Daher verwundert es wenig, dass KTM die 790 Duke jetzt mit Euro 5 mit 95 PS unterhalb der 890 Duke anbietet, die es 2023 als 890 Duke GP und 890 Duke R geben wird. Der LC8c-Motor galt schon immer als spritzig und daran wird sich auch 2023 nichts ändern, selbst wenn zehn PS in der Spitze verloren gingen. Erfreulicherweise blieb das maximale Drehmoment von 87 Nm erhalten, sodass sich die Durchzugswerte kaum verschlechtern dürften. Mit einem Trockengewicht von 169 kg gehört die 790 Duke immer noch zu den leichtesten Motorrädern ihrer Klasse. KTM bewarb die 790 Duke als das "Skalpell", um auf ihre extreme Handlichkeit hinzuweisen und das gilt uneingeschränkt auch für das Modelljahr 2023.

Sie kommt in den Genuss vieler elektronischer Assistenzsysteme, u. a. Kurven-ABS, vier Fahrmodi und mehrstufige Schlupfkontrolle. KTM bietet sie zum Kampfpreis von 8999 Euro an – die letzte 790 Duke mit 105 PS hat noch 10.395 Euro gekostet.

Als letzte der vier japanischen Motorradhersteller hat nun endlich auch Suzuki mit der GSX-8S ein Reihenzweizylinder in der Mittelklasse im Sortiment. Damit löst sie die SV 650 ab, ein sehr erfolgreiches V2-Modell, das in seinen Grundzügen seit 1999 gebaut wird (und auch 2023 noch im Programm bleibt). Die GSX-8S erhielt 776 cm3 Hubraum und leistet maximal 83 PS sowie 78 Nm Drehmoment.

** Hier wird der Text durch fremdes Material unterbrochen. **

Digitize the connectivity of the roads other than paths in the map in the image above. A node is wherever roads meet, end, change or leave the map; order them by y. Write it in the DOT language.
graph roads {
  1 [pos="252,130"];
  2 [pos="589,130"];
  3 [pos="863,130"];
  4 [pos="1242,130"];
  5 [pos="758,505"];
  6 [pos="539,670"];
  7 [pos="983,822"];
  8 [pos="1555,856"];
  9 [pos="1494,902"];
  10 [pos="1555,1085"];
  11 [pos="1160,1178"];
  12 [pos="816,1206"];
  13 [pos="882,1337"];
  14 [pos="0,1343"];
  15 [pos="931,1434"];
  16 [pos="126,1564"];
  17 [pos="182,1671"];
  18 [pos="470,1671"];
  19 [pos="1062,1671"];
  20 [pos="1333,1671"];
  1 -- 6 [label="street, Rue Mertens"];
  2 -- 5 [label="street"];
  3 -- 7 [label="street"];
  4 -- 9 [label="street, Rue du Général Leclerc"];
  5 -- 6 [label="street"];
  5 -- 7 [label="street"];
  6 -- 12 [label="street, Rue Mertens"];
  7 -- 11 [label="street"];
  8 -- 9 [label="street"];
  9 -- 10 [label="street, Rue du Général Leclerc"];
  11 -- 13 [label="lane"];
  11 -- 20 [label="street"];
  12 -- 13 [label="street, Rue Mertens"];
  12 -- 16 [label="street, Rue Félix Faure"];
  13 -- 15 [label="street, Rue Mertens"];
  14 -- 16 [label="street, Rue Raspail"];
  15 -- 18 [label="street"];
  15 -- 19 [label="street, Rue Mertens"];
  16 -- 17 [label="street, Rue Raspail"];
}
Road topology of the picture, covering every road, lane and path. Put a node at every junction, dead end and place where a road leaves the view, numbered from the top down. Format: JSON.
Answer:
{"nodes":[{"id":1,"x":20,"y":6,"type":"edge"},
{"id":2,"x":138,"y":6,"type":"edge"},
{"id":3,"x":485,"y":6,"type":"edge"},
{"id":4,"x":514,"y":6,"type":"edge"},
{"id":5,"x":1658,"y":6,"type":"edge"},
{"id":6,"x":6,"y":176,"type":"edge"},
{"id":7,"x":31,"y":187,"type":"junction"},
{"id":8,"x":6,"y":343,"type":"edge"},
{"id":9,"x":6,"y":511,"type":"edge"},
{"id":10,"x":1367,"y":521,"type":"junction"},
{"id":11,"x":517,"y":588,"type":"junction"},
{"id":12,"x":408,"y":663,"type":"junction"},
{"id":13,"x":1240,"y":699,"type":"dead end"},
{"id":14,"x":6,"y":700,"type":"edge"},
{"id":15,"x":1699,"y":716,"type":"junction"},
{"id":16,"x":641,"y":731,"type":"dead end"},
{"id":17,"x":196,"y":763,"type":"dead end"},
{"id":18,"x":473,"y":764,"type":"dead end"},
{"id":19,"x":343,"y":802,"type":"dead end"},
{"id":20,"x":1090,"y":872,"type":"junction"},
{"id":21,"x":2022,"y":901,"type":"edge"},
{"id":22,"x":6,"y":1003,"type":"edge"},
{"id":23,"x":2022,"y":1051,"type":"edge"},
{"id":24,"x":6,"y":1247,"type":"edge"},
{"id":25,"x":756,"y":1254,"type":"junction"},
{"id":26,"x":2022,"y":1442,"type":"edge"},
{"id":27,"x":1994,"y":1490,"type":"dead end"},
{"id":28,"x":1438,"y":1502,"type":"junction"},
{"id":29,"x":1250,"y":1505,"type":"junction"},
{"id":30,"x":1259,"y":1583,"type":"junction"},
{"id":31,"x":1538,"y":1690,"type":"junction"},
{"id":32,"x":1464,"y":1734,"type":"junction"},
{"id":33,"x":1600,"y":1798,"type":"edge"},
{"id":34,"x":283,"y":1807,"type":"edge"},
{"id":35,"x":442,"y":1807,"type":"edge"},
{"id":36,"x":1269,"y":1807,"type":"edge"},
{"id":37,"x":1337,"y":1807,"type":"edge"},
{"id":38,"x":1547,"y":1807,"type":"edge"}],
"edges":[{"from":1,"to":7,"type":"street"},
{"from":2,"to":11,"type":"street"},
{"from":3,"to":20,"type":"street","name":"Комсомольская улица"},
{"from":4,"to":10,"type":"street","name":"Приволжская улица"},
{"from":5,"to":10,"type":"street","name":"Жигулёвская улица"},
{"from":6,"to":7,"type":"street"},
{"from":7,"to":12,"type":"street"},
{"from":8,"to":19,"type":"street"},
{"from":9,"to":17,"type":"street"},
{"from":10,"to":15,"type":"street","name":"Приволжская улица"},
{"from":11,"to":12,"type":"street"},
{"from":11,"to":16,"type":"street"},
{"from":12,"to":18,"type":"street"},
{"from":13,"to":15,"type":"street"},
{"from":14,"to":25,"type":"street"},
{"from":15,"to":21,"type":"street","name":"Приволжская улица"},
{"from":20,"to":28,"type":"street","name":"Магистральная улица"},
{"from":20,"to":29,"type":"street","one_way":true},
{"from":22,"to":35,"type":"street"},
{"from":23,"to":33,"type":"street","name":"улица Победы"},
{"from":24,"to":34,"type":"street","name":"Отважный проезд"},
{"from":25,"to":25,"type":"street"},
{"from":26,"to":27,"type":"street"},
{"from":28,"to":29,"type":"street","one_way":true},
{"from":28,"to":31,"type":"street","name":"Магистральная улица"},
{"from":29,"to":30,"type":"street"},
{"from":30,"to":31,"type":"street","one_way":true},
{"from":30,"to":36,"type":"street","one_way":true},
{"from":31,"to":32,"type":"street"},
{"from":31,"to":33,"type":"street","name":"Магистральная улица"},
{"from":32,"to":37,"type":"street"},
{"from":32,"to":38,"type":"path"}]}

Der Motor verfügt über gleich zwei Ausgleichswellen, was auf eine angenehm sanfte Laufkultur hoffen lässt. Die GSX-8S zeigt ein modernes, fast schon minimalistisches Design, nur die Lampenmaske mit dem spitz zulaufenden Kinn und den übereinander angeordneten Lampen setzt einen avantgardistischen Akzent.

202 kg Gewicht mit vollem 14-Liter-Tank, ist zwar ein ordentlicher Wert, aber im Vergleich zu den direkten Konkurrentinnen doch ein wenig moppelig. Suzuki hat eine ziemlich aufrechte Sitzposition gewählt mit einem Lenker, der dem Fahrer weit entgegenreicht. Damit könnte die GSX-8S ein sehr alltagstaugliches Naked Bike werden, wenn nicht das Heck extrem kurz ausgefallen wäre. Weder die Sozia noch das Gepäck dürften sich dort wohl fühlen. Den Preis hat Suzuki auf 8900 Euro festgelegt und liegt damit deutlich über der japanischen Konkurrenz – was erstaunlich ist, denn bislang galt Suzuki immer als Preisbrecher.

Triumph hat seine brillante Street Triple 765 für 2023 noch einmal verbessert. Ihr Dreizylinder dient als Alleinausstatter der Moto2, zudem wird Triumph mit der Street Triple 765 nächstes Jahr in der Supersport-WM antreten. Dafür bekam der Motor eine gründliche Überarbeitung, es gibt neue Kolben, Pleuel, Ventile, Nockenwellen, Auspuffanlage und die Form der Brennräume wurde geändert. In der Street Triple 765 RS leistet der Dreizylinder nun 130 PS bei 12.000/min, in der günstigeren Variante R sind es 120 PS bei 11.500/min.

Ganz neu ist die Street Triple 765 Moto2 Edition mit 130 PS, sie hat nicht nur als erste Streety Stummellenker, statt einer breiten Lenkstange, sondern für extreme Handlichkeit auch die radikalste Fahrwerksgeometrie der drei Modelle und ein paar Teile aus Kohlefaserlaminat. Während die R schon von guten Showa-Komponenten gefedert wird, kommen die RS und Moto2 in den Genuss von Öhlins-Fahrwerken, verzögert werden sie alle von Brembo-Bremsen, allerdings aus unterschiedlichen Preisklassen.

Außerdem bekommt die Street Triple 765 dezente optische Designretuschen. Dass der Tank aus Gewichtsgründen um 2,4 Liter auf 15 Liter verkleinert wurde, wird nicht jedem gefallen, aber so kommt die Street Triple 765 auf 188 kg Gewicht. Ihre Elektronik ist um ein Kurven-ABS und eine schräglagenabhängige Schlupfregelung erweitert. Die Preise der Triumph Street Triple 765 starten bei 10.195 Euro für die R, 12.295 Euro für die RS und 14.995 Euro für die Moto2.